This code runs more slowly than the previous code in the database used for this book. Regardless, this version of the same calculation might perform better on a different database where orders have a much larger duration. Only testing will point you in the right direction.

Finally, be mindful that when seeking optimal performance, nothing beats precomputing the values. Indeed, no matter what, the difference in working days between two dates always leads to the same result. We already know that there are around 6,000 combinations of order and delivery dates in our demo data model. One could precompute the difference in working days between these 6,000 pairs of dates and store the result in a physical, hidden table. Therefore, at query time there is no need to compute the value. A simple lookup of the result provides the number needed.

Therefore, an option is to create a physical hidden table with the following code:

WD Delta = ADDCOLUMNS ( SUMMARIZE ( Sales, Sales[Order Date], Sales[Delivery Date] ), "Duration", [Avg Delivery WD WA] )

Once the table is in the model, we take advantage of the precomputed differences in working days by modifying the previous best formula with the following:

Avg Delivery WD WA Precomp := VAR NumOfAllOrders = COUNTROWS ( Sales ) VAR CombinationsOrderDeliveryDates = SUMMARIZE ( Sales, Sales[Order Date], Sales[Delivery Date] ) VAR DeliveryWeightedByNumOfOrders = SUMX ( CombinationsOrderDeliveryDates, VAR NumOfOrders = CALCULATE ( COUNTROWS ( Sales ) )VAR WorkingDays =LOOKUPVALUE ('WD Delta'[Duration],'WD Delta'[Order Date], Sales[Order Date],'WD Delta'[Delivery Date], Sales[Delivery Date])VAR NumberOfWorkingDays = NumOfOrders * WorkingDays RETURN NumberOfWorkingDays ) VAR AverageWorkingDays = DIVIDE ( DeliveryWeightedByNumOfOrders, NumOfAllOrders ) RETURN AverageWorkingDays

It is very unlikely that this level of optimization would be required for a simple calculation involving the number of working days between two dates. That said, we were not trying to demonstrate how to super-optimize a measure. Instead, we wanted to show several different ways of obtaining the same result, from the most intuitive version down to a very technical and optimized version that is unlikely to be useful in most scenarios.

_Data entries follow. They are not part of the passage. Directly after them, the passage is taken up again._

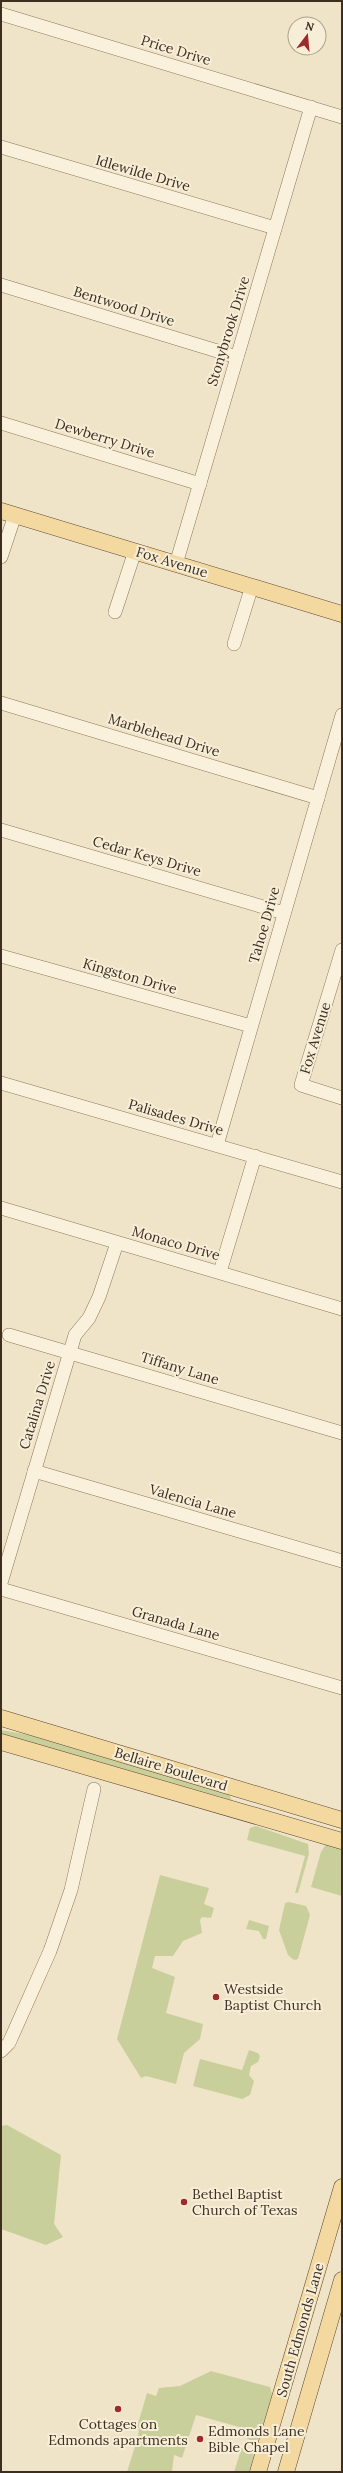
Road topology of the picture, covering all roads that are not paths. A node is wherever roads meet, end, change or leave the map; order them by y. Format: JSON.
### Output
{"nodes":[{"id":1,"x":1,"y":14,"type":"edge"},
{"id":2,"x":311,"y":107,"type":"junction"},
{"id":3,"x":342,"y":116,"type":"edge"},
{"id":4,"x":1,"y":147,"type":"edge"},
{"id":5,"x":275,"y":228,"type":"junction"},
{"id":6,"x":1,"y":285,"type":"edge"},
{"id":7,"x":237,"y":357,"type":"junction"},
{"id":8,"x":1,"y":423,"type":"edge"},
{"id":9,"x":200,"y":484,"type":"junction"},
{"id":10,"x":8,"y":513,"type":"edge"},
{"id":11,"x":135,"y":551,"type":"junction"},
{"id":12,"x":1,"y":557,"type":"edge"},
{"id":13,"x":176,"y":564,"type":"junction"},
{"id":14,"x":252,"y":586,"type":"junction"},
{"id":15,"x":115,"y":612,"type":"dead end"},
{"id":16,"x":342,"y":614,"type":"edge"},
{"id":17,"x":234,"y":644,"type":"dead end"},
{"id":18,"x":1,"y":703,"type":"edge"},
{"id":19,"x":342,"y":715,"type":"edge"},
{"id":20,"x":318,"y":798,"type":"junction"},
{"id":21,"x":1,"y":830,"type":"edge"},
{"id":22,"x":284,"y":912,"type":"junction"},
{"id":23,"x":342,"y":950,"type":"edge"},
{"id":24,"x":1,"y":956,"type":"edge"},
{"id":25,"x":251,"y":1026,"type":"junction"},
{"id":26,"x":1,"y":1082,"type":"edge"},
{"id":27,"x":342,"y":1098,"type":"edge"},
{"id":28,"x":217,"y":1145,"type":"junction"},
{"id":29,"x":254,"y":1156,"type":"junction"},
{"id":30,"x":342,"y":1182,"type":"edge"},
{"id":31,"x":1,"y":1208,"type":"edge"},
{"id":32,"x":117,"y":1243,"type":"junction"},
{"id":33,"x":220,"y":1272,"type":"junction"},
{"id":34,"x":342,"y":1309,"type":"edge"},
{"id":35,"x":9,"y":1335,"type":"dead end"},
{"id":36,"x":70,"y":1352,"type":"junction"},
{"id":37,"x":342,"y":1433,"type":"edge"},
{"id":38,"x":34,"y":1471,"type":"junction"},
{"id":39,"x":342,"y":1561,"type":"edge"},
{"id":40,"x":1,"y":1583,"type":"edge"},
{"id":41,"x":1,"y":1589,"type":"edge"},
{"id":42,"x":342,"y":1688,"type":"edge"},
{"id":43,"x":1,"y":1718,"type":"edge"},
{"id":44,"x":1,"y":1742,"type":"edge"},
{"id":45,"x":94,"y":1789,"type":"dead end"},
{"id":46,"x":248,"y":1792,"type":"junction"},
{"id":47,"x":243,"y":1812,"type":"junction"},
{"id":48,"x":342,"y":1820,"type":"edge"},
{"id":49,"x":342,"y":1841,"type":"edge"},
{"id":50,"x":1,"y":2051,"type":"edge"},
{"id":51,"x":342,"y":2187,"type":"edge"},
{"id":52,"x":342,"y":2280,"type":"edge"},
{"id":53,"x":258,"y":2472,"type":"edge"},
{"id":54,"x":286,"y":2472,"type":"edge"}],
"edges":[{"from":1,"to":2,"type":"street","name":"Price Drive"},
{"from":2,"to":3,"type":"street","name":"Price Drive"},
{"from":2,"to":5,"type":"street","name":"Stonybrook Drive"},
{"from":4,"to":5,"type":"street","name":"Idlewilde Drive"},
{"from":5,"to":7,"type":"street","name":"Stonybrook Drive"},
{"from":6,"to":7,"type":"street","name":"Bentwood Drive"},
{"from":7,"to":9,"type":"street","name":"Stonybrook Drive"},
{"from":8,"to":9,"type":"street","name":"Dewberry Drive"},
{"from":9,"to":13,"type":"street","name":"Stonybrook Drive"},
{"from":10,"to":11,"type":"main road","name":"Fox Avenue"},
{"from":10,"to":12,"type":"street"},
{"from":11,"to":13,"type":"main road","name":"Fox Avenue"},
{"from":11,"to":15,"type":"street"},
{"from":13,"to":14,"type":"main road","name":"Fox Avenue"},
{"from":14,"to":16,"type":"main road","name":"Fox Avenue"},
{"from":14,"to":17,"type":"street"},
{"from":18,"to":20,"type":"street","name":"Marblehead Drive"},
{"from":19,"to":20,"type":"street","name":"Tahoe Drive"},
{"from":20,"to":22,"type":"street","name":"Tahoe Drive"},
{"from":21,"to":22,"type":"street","name":"Cedar Keys Drive"},
{"from":22,"to":25,"type":"street","name":"Tahoe Drive"},
{"from":23,"to":27,"type":"street","name":"Fox Avenue"},
{"from":24,"to":25,"type":"street","name":"Kingston Drive"},
{"from":25,"to":28,"type":"street","name":"Tahoe Drive"},
{"from":26,"to":28,"type":"street","name":"Palisades Drive"},
{"from":28,"to":29,"type":"street","name":"Palisades Drive"},
{"from":29,"to":30,"type":"street","name":"Palisades Drive"},
{"from":29,"to":33,"type":"street"},
{"from":31,"to":32,"type":"street","name":"Monaco Drive"},
{"from":32,"to":33,"type":"street","name":"Monaco Drive"},
{"from":32,"to":36,"type":"street","name":"Catalina Drive"},
{"from":33,"to":34,"type":"street","name":"Monaco Drive"},
{"from":35,"to":36,"type":"street","name":"Tiffany Lane"},
{"from":36,"to":37,"type":"street","name":"Tiffany Lane"},
{"from":36,"to":38,"type":"street","name":"Catalina Drive"},
{"from":38,"to":39,"type":"street","name":"Valencia Lane"},
{"from":38,"to":40,"type":"street","name":"Catalina Drive"},
{"from":41,"to":42,"type":"street","name":"Granada Lane"},
{"from":43,"to":46,"type":"main road","name":"Bellaire Boulevard"},
{"from":44,"to":47,"type":"main road","name":"Bellaire Boulevard"},
{"from":45,"to":50,"type":"street"},
{"from":46,"to":47,"type":"main road"},
{"from":46,"to":48,"type":"main road","name":"Bellaire Boulevard"},
{"from":47,"to":49,"type":"main road","name":"Bellaire Boulevard"},
{"from":51,"to":53,"type":"main road","name":"South Edmonds Lane"},
{"from":52,"to":54,"type":"main road","name":"South Edmonds Lane"}]}
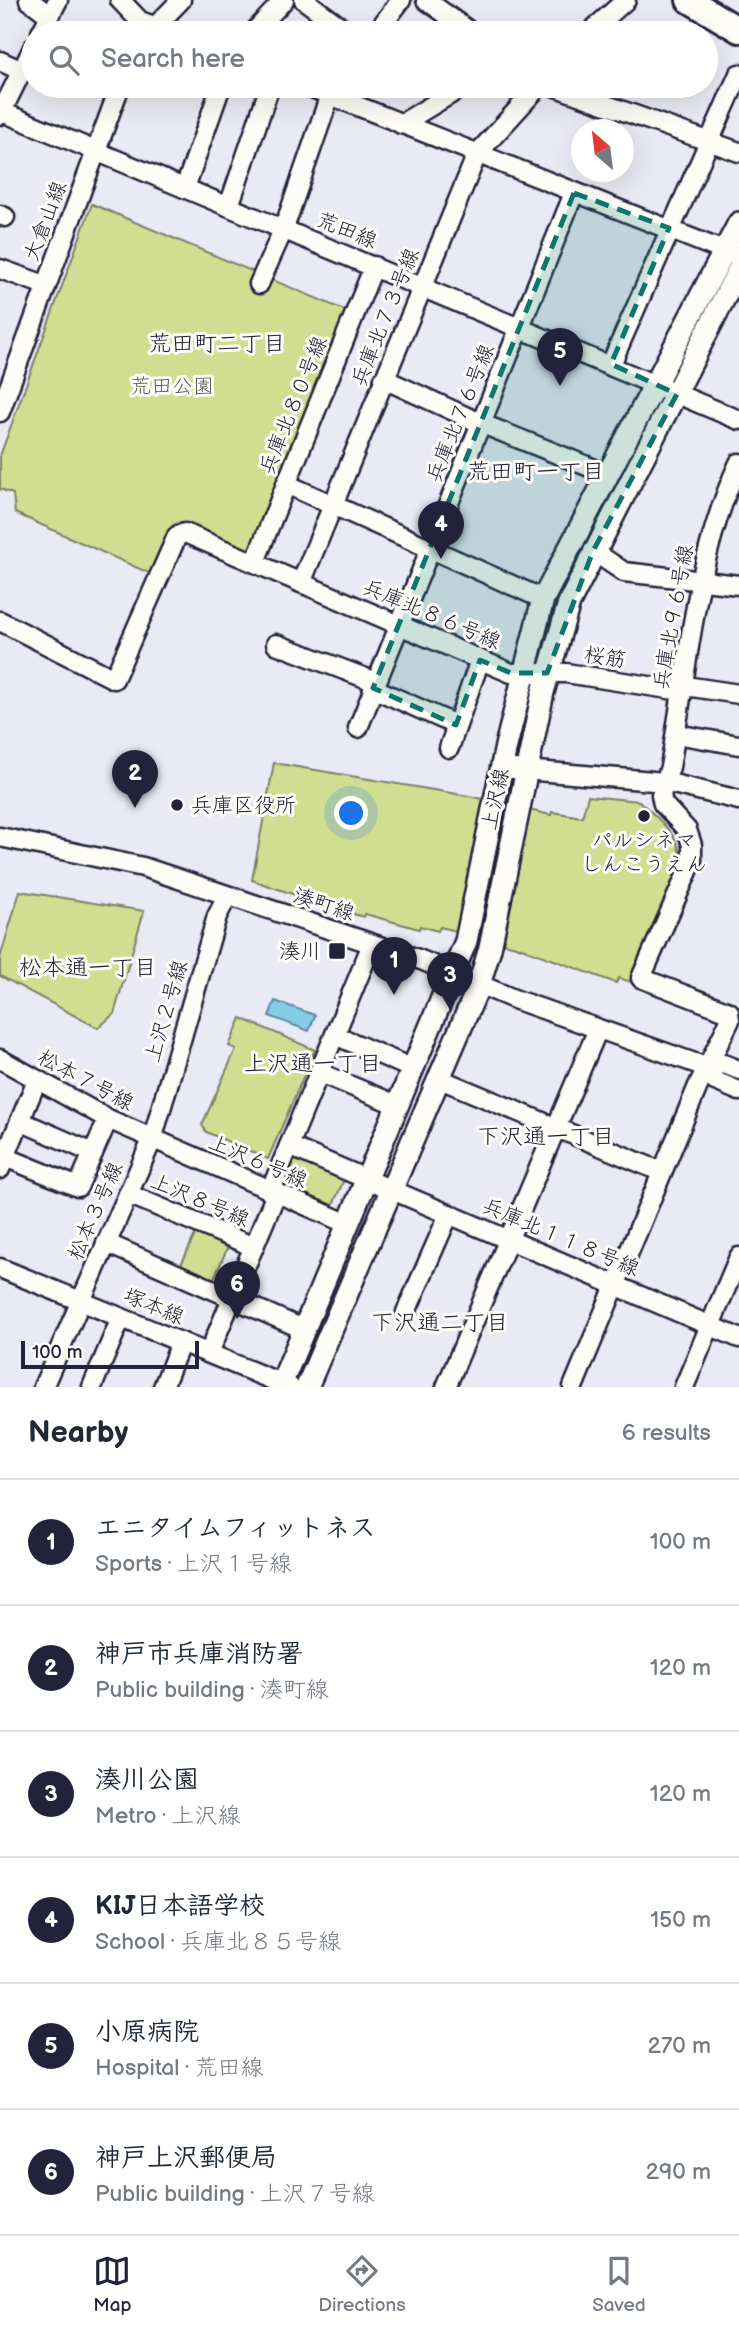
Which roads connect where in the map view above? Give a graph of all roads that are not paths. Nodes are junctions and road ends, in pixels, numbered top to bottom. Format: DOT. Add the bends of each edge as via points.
graph roads {
  1 [pos="29,0"];
  2 [pos="120,0"];
  3 [pos="181,0"];
  4 [pos="284,0"];
  5 [pos="304,0"];
  6 [pos="401,0"];
  7 [pos="426,0"];
  8 [pos="626,0"];
  9 [pos="689,0"];
  10 [pos="720,0"];
  11 [pos="54,7"];
  12 [pos="739,11"];
  13 [pos="140,21"];
  14 [pos="160,21"];
  15 [pos="264,21"];
  16 [pos="333,21"];
  17 [pos="385,21"];
  18 [pos="455,21"];
  19 [pos="602,21"];
  20 [pos="739,30"];
  21 [pos="0,61"];
  22 [pos="21,71"];
  23 [pos="21,73"];
  24 [pos="739,74"];
  25 [pos="116,98"];
  26 [pos="217,98"];
  27 [pos="266,98"];
  28 [pos="331,98"];
  29 [pos="350,98"];
  30 [pos="444,98"];
  31 [pos="528,98"];
  32 [pos="587,98"];
  33 [pos="1,112"];
  34 [pos="401,124"];
  35 [pos="709,141"];
  36 [pos="96,151"];
  37 [pos="739,152"];
  38 [pos="477,154"];
  39 [pos="185,188"];
  40 [pos="574,193"];
  41 [pos="229,206"];
  42 [pos="739,223"];
  43 [pos="284,229"];
  44 [pos="668,229"];
  45 [pos="732,254"];
  46 [pos="374,266"];
  47 [pos="0,269"];
  48 [pos="739,269"];
  49 [pos="259,284"];
  50 [pos="44,285"];
  51 [pos="422,285"];
  52 [pos="520,326"];
  53 [pos="611,364"];
  54 [pos="384,379"];
  55 [pos="5,383"];
  56 [pos="655,384"];
  57 [pos="677,394"];
  58 [pos="0,412"];
  59 [pos="739,420"];
  60 [pos="480,423"];
  61 [pos="739,463"];
  62 [pos="607,474"];
  63 [pos="286,484"];
  64 [pos="333,505"];
  65 [pos="430,549"];
  66 [pos="593,551"];
  67 [pos="256,562"];
  68 [pos="701,580"];
  69 [pos="301,583"];
  70 [pos="739,585"];
  71 [pos="543,599"];
  72 [pos="0,621"];
  73 [pos="400,624"];
  74 [pos="276,644"];
  75 [pos="480,660"];
  76 [pos="524,673"];
  77 [pos="547,673"];
  78 [pos="374,685"];
  79 [pos="683,688"];
  80 [pos="739,694"];
  81 [pos="456,725"];
  82 [pos="358,728"];
  83 [pos="676,734"];
  84 [pos="739,745"];
  85 [pos="449,748"];
  86 [pos="502,768"];
  87 [pos="527,771"];
  88 [pos="665,782"];
  89 [pos="739,800"];
  90 [pos="0,837"];
  91 [pos="227,897"];
  92 [pos="372,944"];
  93 [pos="454,973"];
  94 [pos="478,985"];
  95 [pos="598,1029"];
  96 [pos="335,1035"];
  97 [pos="0,1059"];
  98 [pos="706,1068"];
  99 [pos="412,1069"];
  100 [pos="739,1070"];
  101 [pos="320,1073"];
  102 [pos="440,1079"];
  103 [pos="37,1080"];
  104 [pos="739,1091"];
  105 [pos="397,1105"];
  106 [pos="108,1119"];
  107 [pos="556,1128"];
  108 [pos="11,1129"];
  109 [pos="152,1140"];
  110 [pos="289,1146"];
  111 [pos="93,1153"];
  112 [pos="3,1163"];
  113 [pos="662,1172"];
  114 [pos="365,1178"];
  115 [pos="391,1189"];
  116 [pos="273,1193"];
  117 [pos="128,1194"];
  118 [pos="449,1214"];
  119 [pos="346,1223"];
  120 [pos="507,1238"];
  121 [pos="106,1243"];
  122 [pos="254,1247"];
  123 [pos="739,1257"];
  124 [pos="0,1268"];
  125 [pos="616,1284"];
  126 [pos="233,1297"];
  127 [pos="80,1301"];
  128 [pos="406,1312"];
  129 [pos="121,1318"];
  130 [pos="710,1324"];
  131 [pos="303,1329"];
  132 [pos="739,1338"];
  133 [pos="181,1342"];
  134 [pos="209,1353"];
  135 [pos="283,1386"];
  136 [pos="43,1387"];
  137 [pos="92,1387"];
  138 [pos="163,1387"];
  139 [pos="307,1387"];
  140 [pos="446,1387"];
  141 [pos="574,1387"];
  142 [pos="684,1387"];
  1 -- 11 [label="street"];
  2 -- 13 [label="street"];
  3 -- 14 [label="street"];
  4 -- 15 [label="street"];
  5 -- 16 [label="street"];
  6 -- 17 [label="street"];
  7 -- 18 [label="street"];
  8 -- 19 [label="street"];
  9 -- 20 [label="highway"];
  10 -- 12 [label="highway"];
  21 -- 22 [label="street"];
  23 -- 33 [label="street"];
  24 -- 35 [label="street"];
  25 -- 36 [label="street, 大倉山線"];
  26 -- 39 [label="street"];
  27 -- 41 [label="street"];
  28 -- 43 [label="street"];
  29 -- 34 [label="street"];
  30 -- 34 [label="street"];
  31 -- 38 [label="street, 兵庫北７３号線"];
  32 -- 35 [label="street"];
  33 -- 36 [label="street, 荒田線"];
  34 -- 38 [label="street"];
  35 -- 37 [label="street"];
  35 -- 44 [label="street"];
  36 -- 39 [label="street, 荒田線"];
  36 -- 50 [label="street, 大倉山線"];
  38 -- 40 [label="street"];
  38 -- 51 [label="street, 兵庫北７３号線"];
  39 -- 41 [label="street, 荒田線"];
  40 -- 44 [label="street"];
  40 -- 52 [label="street, 兵庫北７６号線"];
  41 -- 43 [label="street, 荒田線"];
  42 -- 45 [label="main road, 上沢線"];
  43 -- 46 [label="street, 荒田線"];
  43 -- 49 [label="street"];
  44 -- 45 [label="street"];
  44 -- 53 [label="street"];
  45 -- 56 [label="main road, 上沢線"];
  46 -- 51 [label="street, 荒田線"];
  46 -- 63 [label="street, 兵庫北８０号線"];
  47 -- 50 [label="street"];
  48 -- 57 [label="main road, 上沢線"];
  50 -- 55 [label="street, 大倉山線"];
  51 -- 52 [label="street, 荒田線"];
  51 -- 54 [label="street, 兵庫北７３号線"];
  52 -- 53 [label="street, 荒田線"];
  52 -- 60 [label="street, 兵庫北７６号線"];
  53 -- 56 [label="street, 荒田線"];
  54 -- 60 [label="street"];
  54 -- 64 [label="street, 兵庫北７３号線"];
  55 -- 58 [label="street, 大倉山線"];
  56 -- 57 [label="street, 荒田線"];
  56 -- 62 [label="main road, 上沢線"];
  57 -- 59 [label="street, 荒田線"];
  57 -- 66 [label="main road, 上沢線"];
  60 -- 62 [label="street"];
  60 -- 65 [label="street, 兵庫北７６号線"];
  61 -- 68 [label="street, 兵庫北９６号線" via="720,503"];
  62 -- 71 [label="main road, 上沢線"];
  63 -- 64 [label="street"];
  63 -- 67 [label="street, 兵庫北８０号線"];
  64 -- 65 [label="street"];
  64 -- 69 [label="street, 兵庫北７３号線"];
  65 -- 71 [label="street"];
  65 -- 73 [label="street, 兵庫北７６号線"];
  66 -- 68 [label="street" via="624,572"];
  66 -- 77 [label="main road, 上沢線" via="569,603"];
  67 -- 69 [label="street, 兵庫北８６号線"];
  67 -- 72 [label="street, 兵庫北８６号線" via="184,533 177,536 114,679"];
  68 -- 70 [label="street"];
  68 -- 79 [label="street, 兵庫北９６号線"];
  69 -- 73 [label="street, 兵庫北８６号線"];
  71 -- 76 [label="main road, 上沢線"];
  73 -- 75 [label="street, 兵庫北８６号線"];
  73 -- 78 [label="street, 兵庫北７６号線"];
  74 -- 78 [label="street"];
  75 -- 76 [label="street, 兵庫北８６号線" via="511,673"];
  75 -- 81 [label="street"];
  76 -- 77 [label="street, 兵庫北８６号線"];
  76 -- 86 [label="main road, 上沢線"];
  77 -- 79 [label="street, 桜筋"];
  77 -- 87 [label="main road, 上沢線"];
  78 -- 81 [label="street"];
  78 -- 82 [label="street, 兵庫北７６号線"];
  79 -- 80 [label="street, 桜筋"];
  79 -- 83 [label="street, 兵庫北９６号線"];
  81 -- 85 [label="street"];
  83 -- 84 [label="street"];
  83 -- 88 [label="street, 兵庫北９６号線"];
  86 -- 87 [label="street"];
  86 -- 93 [label="main road, 上沢線" via="466,942"];
  87 -- 88 [label="street"];
  87 -- 94 [label="main road, 上沢線"];
  88 -- 89 [label="street"];
  88 -- 98 [label="street" via="663,804 687,830 692,862 642,978 729,1012 730,1020"];
  90 -- 91 [label="street, 湊町線" via="143,867"];
  91 -- 92 [label="street, 湊町線"];
  91 -- 109 [label="street, 上沢２号線" via="217,916"];
  92 -- 93 [label="street, 湊町線"];
  92 -- 96 [label="street"];
  93 -- 94 [label="street, 湊町線"];
  93 -- 99 [label="main road, 上沢線"];
  94 -- 95 [label="street, 湊町線"];
  94 -- 102 [label="main road, 上沢線"];
  95 -- 98 [label="street, 湊町線"];
  95 -- 107 [label="street"];
  96 -- 99 [label="street"];
  96 -- 101 [label="street"];
  97 -- 103 [label="street, 松本７号線"];
  98 -- 100 [label="street, 湊町線" via="724,1063"];
  98 -- 104 [label="street, 湊町線" via="715,1081"];
  98 -- 113 [label="street"];
  99 -- 105 [label="main road, 上沢線"];
  101 -- 105 [label="street"];
  101 -- 110 [label="street"];
  102 -- 107 [label="street"];
  102 -- 115 [label="main road, 上沢線"];
  103 -- 106 [label="street, 松本７号線"];
  103 -- 108 [label="street"];
  105 -- 114 [label="main road, 上沢線"];
  106 -- 109 [label="street, 松本７号線"];
  106 -- 111 [label="street"];
  107 -- 113 [label="street"];
  107 -- 120 [label="street"];
  108 -- 111 [label="street"];
  108 -- 112 [label="street"];
  109 -- 116 [label="street, 上沢６号線"];
  109 -- 117 [label="street, 松本３号線"];
  110 -- 114 [label="street, 兵庫北１１８号線"];
  110 -- 116 [label="street"];
  111 -- 112 [label="street" via="78,1187"];
  113 -- 125 [label="street"];
  114 -- 115 [label="street, 兵庫北１１８号線"];
  114 -- 119 [label="main road, 上沢線"];
  115 -- 118 [label="street, 兵庫北１１８号線"];
  115 -- 139 [label="main road, 上沢線"];
  116 -- 119 [label="street, 上沢６号線"];
  116 -- 122 [label="street"];
  117 -- 121 [label="street, 松本３号線"];
  117 -- 122 [label="street, 上沢８号線"];
  118 -- 120 [label="street, 兵庫北１１８号線"];
  118 -- 128 [label="street"];
  119 -- 131 [label="main road, 上沢線"];
  120 -- 125 [label="street, 兵庫北１１８号線"];
  120 -- 140 [label="street"];
  121 -- 126 [label="street"];
  121 -- 127 [label="street, 松本３号線"];
  122 -- 126 [label="street"];
  123 -- 130 [label="street"];
  124 -- 127 [label="street, 塚本線"];
  125 -- 130 [label="street, 兵庫北１１８号線"];
  125 -- 141 [label="street"];
  126 -- 131 [label="street"];
  126 -- 134 [label="street"];
  127 -- 129 [label="street, 塚本線"];
  127 -- 136 [label="street, 松本３号線"];
  129 -- 133 [label="street, 塚本線"];
  129 -- 137 [label="street"];
  130 -- 132 [label="street, 兵庫北１１８号線"];
  130 -- 142 [label="street"];
  131 -- 135 [label="main road, 上沢線"];
  133 -- 134 [label="street, 塚本線"];
  133 -- 138 [label="street"];
  134 -- 135 [label="street, 塚本線"];
}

Consider a data model that contains budget information for the current year, along with actual sales. At the beginning of the year, the only available information is the budget figures. As time goes by, there are actual sales, and it becomes interesting both to compare sales and budget, and to adjust the forecast until the end of the year by mixing budget and actual sales.

To simulate this scenario, we removed all the sales after August 15, 2009, and we created a *Budget* table containing the daily budget for the entire year 2009. The resulting data is visible in Figure 16-2.

The business question is: provided that on August 15, the *Sales Amount* is 24 million, what should be the adjusted forecast at the end of the year, using actuals for the past and budget for the future? Be mindful that because sales ended on the 15^{th}, in August there should be a mix of sales and budget.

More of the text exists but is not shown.